Beside her, Hibiscus had gone completely still. Back straight. Fists at her sides. The flush still fading from her cheeks, replaced by something considerably paler.
Sera picked up her fork and took a bite of spaghetti.
A four-star gate meant a raid. Raids meant deployment. A-rank guides were too valuable to keep off the field – Hibiscus knew that, had always known that, had presumably signed up for it as part of her family legacy and the calling and everything else.
Theory was a comfortable place to keep a conviction. Practice had a way of adjusting the temperature.
Sera, on the other hand, was a C-rank.
Low clearance rate, mediocre purification output, more burden than asset in an extended operation. They would not deploy a C-rank guide to a four-star raid. It made no tactical sense. She was going to be perfectly, comfortably safe while Hibiscus went out there and lived up to her sacred calling.
She set her fork down and smiled.
"Well, Hib-sweetie," she said pleasantly, "looks like you're getting deployed."
Hibiscus's jaw tightened.
"Isn't that wonderful." Sera tilted her head, voice dropping into something sweet and merciless. "A four-star raid. The perfect opportunity to bestow your noble guiding upon your cherished espers. To truly, finally live up to your family's proud legacy."
She watched the color finish draining from Hibiscus's face with genuine satisfaction.
Serves you right, she thought. Go die out there, you irritating little worm.
She leaned back in her chair, pleasantly full of spaghetti that did nothing for her, and felt quite good about everything.

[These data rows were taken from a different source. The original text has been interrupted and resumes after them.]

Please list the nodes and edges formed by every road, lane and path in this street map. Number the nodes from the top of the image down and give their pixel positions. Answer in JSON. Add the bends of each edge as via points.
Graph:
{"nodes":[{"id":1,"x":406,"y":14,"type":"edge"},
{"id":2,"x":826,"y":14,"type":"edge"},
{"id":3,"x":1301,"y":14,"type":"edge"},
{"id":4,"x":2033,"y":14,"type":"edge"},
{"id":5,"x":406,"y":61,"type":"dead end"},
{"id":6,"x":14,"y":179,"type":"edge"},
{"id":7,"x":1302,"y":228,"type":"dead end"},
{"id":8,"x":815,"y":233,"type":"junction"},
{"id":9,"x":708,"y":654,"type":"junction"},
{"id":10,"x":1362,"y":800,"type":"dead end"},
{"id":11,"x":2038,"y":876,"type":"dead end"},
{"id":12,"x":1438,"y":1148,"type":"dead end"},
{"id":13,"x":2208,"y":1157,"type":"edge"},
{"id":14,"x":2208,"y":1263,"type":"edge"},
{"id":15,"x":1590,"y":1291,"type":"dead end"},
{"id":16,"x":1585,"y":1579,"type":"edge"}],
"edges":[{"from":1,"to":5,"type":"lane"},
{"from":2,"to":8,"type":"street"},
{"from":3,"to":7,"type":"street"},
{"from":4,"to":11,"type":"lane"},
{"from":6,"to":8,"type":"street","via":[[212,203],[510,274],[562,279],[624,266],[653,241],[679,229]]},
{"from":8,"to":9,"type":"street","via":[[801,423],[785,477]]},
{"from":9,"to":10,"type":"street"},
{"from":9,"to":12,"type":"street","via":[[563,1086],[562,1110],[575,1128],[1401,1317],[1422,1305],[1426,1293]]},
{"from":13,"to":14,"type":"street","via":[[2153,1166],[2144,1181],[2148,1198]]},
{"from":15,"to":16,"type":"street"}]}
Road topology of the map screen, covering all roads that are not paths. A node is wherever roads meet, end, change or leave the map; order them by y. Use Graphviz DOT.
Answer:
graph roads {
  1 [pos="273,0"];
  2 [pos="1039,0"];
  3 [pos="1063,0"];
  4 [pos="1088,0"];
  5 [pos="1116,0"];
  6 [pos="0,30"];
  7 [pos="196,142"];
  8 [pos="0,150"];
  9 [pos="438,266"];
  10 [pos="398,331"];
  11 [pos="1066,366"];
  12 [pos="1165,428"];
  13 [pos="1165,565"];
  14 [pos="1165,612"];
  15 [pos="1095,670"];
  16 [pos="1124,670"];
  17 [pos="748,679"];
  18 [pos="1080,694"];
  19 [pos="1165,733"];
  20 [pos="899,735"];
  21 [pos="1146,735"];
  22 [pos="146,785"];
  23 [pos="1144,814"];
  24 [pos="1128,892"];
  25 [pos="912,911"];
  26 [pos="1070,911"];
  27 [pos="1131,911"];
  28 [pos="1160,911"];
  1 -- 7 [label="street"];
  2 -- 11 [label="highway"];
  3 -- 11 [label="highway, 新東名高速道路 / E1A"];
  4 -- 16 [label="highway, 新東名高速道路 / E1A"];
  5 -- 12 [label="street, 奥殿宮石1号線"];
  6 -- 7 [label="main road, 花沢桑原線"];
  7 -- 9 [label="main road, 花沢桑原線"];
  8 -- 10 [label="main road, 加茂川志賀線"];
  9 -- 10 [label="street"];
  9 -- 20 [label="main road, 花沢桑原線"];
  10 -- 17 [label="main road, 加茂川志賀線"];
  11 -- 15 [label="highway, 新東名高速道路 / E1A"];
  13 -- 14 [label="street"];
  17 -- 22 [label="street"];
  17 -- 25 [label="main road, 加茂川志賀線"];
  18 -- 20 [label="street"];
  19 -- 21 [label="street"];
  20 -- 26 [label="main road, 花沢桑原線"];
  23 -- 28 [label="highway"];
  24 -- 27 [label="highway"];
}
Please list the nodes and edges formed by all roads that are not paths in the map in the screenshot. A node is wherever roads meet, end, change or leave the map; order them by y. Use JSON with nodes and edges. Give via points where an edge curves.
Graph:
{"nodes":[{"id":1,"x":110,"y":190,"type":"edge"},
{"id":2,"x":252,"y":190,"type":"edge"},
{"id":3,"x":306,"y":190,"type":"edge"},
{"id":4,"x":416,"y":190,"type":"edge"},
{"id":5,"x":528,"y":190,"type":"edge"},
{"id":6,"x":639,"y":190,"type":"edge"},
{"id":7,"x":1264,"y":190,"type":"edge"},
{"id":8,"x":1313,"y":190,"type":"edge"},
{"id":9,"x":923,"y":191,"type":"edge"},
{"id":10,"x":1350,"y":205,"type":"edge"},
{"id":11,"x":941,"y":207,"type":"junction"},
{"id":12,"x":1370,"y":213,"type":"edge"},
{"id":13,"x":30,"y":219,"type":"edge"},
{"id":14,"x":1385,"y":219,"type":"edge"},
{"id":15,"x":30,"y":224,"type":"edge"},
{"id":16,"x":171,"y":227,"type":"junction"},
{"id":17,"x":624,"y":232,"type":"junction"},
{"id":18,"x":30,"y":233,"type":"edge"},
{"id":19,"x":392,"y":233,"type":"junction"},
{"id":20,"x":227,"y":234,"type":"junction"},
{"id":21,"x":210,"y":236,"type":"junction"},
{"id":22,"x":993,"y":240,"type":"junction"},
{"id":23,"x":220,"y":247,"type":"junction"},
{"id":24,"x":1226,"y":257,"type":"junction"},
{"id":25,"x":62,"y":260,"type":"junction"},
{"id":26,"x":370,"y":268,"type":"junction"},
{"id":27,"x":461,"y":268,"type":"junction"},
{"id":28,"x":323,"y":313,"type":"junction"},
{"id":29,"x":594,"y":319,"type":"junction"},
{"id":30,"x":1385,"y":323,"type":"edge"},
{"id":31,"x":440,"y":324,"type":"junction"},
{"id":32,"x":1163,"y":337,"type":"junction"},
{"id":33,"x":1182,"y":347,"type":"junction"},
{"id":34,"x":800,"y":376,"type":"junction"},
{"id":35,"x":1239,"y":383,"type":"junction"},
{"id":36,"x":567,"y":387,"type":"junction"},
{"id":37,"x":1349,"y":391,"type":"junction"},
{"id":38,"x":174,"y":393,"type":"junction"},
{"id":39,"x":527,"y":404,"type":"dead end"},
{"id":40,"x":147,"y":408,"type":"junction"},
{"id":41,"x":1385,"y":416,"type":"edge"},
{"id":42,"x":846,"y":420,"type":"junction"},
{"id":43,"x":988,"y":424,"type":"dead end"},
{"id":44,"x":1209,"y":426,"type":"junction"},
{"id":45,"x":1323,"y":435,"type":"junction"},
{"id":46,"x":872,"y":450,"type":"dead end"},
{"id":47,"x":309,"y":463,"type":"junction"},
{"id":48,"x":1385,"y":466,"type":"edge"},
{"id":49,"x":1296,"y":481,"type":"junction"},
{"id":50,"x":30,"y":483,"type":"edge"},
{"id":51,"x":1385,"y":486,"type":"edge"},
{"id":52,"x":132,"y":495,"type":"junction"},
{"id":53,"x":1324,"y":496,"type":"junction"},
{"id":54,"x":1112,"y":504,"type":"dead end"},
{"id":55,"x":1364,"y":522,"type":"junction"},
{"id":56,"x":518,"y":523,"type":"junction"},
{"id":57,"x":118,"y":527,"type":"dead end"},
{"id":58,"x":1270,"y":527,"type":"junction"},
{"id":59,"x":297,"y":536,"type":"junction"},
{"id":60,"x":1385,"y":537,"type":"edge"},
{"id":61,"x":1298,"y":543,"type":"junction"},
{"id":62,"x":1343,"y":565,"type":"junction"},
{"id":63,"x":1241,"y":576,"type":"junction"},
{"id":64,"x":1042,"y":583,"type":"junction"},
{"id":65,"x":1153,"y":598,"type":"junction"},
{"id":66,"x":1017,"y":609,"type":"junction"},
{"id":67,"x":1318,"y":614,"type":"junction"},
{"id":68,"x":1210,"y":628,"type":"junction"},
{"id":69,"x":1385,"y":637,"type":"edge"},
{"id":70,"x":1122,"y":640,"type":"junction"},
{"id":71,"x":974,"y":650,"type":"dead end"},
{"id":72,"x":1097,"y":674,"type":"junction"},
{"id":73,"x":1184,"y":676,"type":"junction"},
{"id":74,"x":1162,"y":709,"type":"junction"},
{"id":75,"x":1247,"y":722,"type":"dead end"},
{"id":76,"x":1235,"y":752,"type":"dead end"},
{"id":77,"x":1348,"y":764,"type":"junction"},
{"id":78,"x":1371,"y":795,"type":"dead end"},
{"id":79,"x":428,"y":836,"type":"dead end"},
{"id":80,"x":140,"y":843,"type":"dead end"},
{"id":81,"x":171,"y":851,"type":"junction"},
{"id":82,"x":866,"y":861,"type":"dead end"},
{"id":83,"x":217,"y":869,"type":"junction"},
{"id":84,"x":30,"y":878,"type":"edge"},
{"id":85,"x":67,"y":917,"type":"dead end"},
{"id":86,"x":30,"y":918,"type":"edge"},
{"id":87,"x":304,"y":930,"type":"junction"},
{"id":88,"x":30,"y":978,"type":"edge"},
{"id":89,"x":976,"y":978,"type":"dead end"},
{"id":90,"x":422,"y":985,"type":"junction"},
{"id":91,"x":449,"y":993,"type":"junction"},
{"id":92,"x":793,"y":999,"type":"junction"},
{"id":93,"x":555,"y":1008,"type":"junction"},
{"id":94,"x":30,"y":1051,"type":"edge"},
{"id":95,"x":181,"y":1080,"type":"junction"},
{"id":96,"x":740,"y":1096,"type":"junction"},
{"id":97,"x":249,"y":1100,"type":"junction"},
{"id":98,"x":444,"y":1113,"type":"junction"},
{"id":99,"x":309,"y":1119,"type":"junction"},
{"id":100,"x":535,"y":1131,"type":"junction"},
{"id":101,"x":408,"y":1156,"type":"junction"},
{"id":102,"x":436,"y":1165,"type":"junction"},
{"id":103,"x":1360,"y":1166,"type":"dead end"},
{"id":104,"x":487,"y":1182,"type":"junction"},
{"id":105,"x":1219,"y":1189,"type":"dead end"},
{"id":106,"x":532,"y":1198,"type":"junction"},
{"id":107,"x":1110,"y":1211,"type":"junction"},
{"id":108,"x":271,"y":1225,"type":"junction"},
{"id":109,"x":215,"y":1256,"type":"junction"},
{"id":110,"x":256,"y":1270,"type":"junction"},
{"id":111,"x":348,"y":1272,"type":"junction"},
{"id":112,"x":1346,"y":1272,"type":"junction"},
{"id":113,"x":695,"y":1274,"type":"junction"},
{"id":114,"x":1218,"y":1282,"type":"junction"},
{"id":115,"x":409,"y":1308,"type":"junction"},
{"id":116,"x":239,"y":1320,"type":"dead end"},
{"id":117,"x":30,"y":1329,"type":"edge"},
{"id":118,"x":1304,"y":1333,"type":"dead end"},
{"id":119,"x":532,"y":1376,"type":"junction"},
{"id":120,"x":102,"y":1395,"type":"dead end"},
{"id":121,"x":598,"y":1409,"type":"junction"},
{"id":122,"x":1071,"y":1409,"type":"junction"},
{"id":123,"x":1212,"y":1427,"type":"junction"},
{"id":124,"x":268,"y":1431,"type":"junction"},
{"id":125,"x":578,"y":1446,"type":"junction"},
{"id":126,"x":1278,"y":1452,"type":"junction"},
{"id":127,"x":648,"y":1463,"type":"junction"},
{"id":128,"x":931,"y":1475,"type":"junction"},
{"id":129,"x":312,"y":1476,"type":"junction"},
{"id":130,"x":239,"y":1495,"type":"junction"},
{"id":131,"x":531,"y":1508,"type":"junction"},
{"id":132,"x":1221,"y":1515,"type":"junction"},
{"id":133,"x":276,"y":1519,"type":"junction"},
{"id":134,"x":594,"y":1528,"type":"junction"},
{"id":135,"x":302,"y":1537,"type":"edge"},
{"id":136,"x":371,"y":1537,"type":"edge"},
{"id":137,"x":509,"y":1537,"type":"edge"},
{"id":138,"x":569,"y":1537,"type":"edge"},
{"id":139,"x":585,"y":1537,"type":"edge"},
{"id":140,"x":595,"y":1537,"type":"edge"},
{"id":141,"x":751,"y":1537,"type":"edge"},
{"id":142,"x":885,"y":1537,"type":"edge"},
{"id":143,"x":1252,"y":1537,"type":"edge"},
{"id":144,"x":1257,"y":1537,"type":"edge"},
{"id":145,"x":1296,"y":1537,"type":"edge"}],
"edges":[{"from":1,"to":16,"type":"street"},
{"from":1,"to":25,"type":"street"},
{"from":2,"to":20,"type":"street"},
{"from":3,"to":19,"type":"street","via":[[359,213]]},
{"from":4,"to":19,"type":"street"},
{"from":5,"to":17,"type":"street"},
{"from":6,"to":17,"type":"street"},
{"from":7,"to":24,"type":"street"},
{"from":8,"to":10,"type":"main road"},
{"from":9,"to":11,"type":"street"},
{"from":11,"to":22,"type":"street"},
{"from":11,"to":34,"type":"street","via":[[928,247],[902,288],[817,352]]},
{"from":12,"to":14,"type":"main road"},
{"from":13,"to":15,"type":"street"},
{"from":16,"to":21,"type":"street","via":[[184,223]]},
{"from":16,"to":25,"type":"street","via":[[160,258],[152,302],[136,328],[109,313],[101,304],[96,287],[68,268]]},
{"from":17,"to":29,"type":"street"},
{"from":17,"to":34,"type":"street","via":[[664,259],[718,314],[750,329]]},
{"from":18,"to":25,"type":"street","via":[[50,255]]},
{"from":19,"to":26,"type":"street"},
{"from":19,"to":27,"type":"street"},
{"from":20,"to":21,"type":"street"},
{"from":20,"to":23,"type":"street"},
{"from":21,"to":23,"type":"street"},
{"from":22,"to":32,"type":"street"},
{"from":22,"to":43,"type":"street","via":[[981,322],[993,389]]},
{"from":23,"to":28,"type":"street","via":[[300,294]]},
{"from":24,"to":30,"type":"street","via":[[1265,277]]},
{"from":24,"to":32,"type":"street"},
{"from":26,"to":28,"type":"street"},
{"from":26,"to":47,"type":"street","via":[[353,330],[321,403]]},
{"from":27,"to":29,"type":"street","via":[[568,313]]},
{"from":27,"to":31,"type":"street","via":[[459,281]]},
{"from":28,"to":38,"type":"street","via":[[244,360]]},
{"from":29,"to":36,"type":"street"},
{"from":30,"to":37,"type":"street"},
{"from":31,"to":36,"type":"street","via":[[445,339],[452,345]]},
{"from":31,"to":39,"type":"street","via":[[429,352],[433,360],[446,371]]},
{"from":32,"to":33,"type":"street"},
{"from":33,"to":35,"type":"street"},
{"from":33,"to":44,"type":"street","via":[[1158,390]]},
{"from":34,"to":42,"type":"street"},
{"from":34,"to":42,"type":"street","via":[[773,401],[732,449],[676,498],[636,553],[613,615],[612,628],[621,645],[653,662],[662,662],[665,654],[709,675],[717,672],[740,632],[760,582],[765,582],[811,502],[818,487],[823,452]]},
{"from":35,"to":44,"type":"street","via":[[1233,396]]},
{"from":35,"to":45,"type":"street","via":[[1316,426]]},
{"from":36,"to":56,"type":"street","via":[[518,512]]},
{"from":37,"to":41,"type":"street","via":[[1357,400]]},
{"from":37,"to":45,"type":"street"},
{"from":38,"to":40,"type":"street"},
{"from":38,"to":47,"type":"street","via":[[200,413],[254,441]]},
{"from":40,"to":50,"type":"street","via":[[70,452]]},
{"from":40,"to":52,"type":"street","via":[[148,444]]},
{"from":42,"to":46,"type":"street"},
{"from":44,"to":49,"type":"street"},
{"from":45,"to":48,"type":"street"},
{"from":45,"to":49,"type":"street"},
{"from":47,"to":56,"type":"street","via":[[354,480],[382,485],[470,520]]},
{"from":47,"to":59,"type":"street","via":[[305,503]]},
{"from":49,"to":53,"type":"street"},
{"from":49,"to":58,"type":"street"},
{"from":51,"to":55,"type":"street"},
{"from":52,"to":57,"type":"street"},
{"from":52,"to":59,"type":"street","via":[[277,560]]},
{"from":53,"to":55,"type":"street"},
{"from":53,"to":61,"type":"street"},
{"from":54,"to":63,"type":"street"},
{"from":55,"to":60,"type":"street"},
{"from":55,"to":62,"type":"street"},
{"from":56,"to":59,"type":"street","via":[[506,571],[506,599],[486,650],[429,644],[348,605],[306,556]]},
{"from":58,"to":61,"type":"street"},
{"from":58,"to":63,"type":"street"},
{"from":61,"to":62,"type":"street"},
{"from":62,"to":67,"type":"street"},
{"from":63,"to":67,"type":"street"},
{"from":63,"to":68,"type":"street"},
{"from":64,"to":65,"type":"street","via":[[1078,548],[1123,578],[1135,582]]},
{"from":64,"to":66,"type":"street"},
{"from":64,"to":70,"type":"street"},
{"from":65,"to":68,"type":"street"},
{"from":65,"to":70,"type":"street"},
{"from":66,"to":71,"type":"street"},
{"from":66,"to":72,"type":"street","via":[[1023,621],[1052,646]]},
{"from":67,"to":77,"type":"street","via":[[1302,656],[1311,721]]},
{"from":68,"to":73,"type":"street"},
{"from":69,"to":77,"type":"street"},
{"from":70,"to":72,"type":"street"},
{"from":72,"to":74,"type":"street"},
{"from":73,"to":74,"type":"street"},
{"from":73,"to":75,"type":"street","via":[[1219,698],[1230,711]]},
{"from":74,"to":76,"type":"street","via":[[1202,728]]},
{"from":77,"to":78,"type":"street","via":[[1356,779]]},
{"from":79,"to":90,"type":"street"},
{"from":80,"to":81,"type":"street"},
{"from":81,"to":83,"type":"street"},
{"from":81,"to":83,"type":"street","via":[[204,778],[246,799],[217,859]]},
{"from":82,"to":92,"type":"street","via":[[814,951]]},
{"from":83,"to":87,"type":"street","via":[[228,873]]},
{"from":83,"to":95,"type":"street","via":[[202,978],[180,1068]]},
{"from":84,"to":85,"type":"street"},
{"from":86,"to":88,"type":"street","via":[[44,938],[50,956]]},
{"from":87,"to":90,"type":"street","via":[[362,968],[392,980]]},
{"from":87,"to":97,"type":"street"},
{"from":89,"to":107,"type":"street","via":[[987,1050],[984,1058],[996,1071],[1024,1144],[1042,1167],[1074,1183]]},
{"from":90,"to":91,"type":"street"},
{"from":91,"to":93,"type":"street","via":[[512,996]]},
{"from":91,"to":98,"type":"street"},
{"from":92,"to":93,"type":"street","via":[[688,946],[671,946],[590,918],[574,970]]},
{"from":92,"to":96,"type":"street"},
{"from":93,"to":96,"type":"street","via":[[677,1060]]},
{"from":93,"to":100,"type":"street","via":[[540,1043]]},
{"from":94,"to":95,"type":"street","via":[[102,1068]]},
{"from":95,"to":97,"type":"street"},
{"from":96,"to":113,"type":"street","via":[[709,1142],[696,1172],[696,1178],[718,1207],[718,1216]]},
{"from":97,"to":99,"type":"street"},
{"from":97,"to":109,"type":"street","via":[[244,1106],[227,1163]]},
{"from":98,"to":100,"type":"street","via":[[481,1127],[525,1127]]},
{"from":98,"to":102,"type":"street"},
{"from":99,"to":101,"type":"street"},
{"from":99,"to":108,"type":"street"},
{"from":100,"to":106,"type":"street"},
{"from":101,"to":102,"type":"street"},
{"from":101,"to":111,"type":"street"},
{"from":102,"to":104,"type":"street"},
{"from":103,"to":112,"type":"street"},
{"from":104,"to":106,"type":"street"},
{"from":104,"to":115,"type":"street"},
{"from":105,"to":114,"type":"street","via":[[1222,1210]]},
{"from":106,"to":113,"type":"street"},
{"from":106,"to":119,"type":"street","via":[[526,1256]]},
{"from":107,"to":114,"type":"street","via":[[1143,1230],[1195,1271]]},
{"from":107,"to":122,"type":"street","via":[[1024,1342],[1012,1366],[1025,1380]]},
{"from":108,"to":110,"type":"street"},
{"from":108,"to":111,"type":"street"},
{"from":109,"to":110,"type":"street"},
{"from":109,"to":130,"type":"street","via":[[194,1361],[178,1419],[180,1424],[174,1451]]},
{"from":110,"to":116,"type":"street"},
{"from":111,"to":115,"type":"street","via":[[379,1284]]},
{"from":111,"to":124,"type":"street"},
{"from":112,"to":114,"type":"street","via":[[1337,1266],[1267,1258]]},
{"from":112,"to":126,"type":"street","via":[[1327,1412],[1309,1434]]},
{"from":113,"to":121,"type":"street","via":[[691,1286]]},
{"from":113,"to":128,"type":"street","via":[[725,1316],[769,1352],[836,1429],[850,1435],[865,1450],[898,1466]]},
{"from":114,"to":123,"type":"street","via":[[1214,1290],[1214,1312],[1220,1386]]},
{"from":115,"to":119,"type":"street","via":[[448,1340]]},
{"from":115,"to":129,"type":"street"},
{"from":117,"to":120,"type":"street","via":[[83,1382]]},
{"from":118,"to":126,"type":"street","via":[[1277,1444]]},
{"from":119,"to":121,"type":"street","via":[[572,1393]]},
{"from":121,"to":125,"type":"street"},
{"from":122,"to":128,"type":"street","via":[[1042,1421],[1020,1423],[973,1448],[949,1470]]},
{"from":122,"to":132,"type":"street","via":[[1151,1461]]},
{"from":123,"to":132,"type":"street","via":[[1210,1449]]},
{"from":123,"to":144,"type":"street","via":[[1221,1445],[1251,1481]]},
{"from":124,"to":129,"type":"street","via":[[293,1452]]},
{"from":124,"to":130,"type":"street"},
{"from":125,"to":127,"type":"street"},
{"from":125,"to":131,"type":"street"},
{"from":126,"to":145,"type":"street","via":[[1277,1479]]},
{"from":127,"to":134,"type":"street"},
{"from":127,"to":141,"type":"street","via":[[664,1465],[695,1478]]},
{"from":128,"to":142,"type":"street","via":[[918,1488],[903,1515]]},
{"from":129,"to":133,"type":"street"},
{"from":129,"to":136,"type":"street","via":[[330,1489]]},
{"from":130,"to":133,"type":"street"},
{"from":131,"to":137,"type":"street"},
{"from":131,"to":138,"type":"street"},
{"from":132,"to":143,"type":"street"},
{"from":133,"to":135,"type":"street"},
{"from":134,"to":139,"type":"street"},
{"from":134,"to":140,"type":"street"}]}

Then her watch chimed again.
She glanced down.
< Raid Assignment >
C-Rank Guide Sera Yun.
You have been selected to participate in the 4-star Raid.
Report to the Assembly Hall for further details immediately.
All subsequent work tasks for the day are canceled and will be rescheduled at a later date.
– Administrator Risa Agnato
Sera stared at the screen.
Her brain took a moment to catch up.
Then–
"Oh, fuck."
Hibiscus burst into delighted, biting laughter.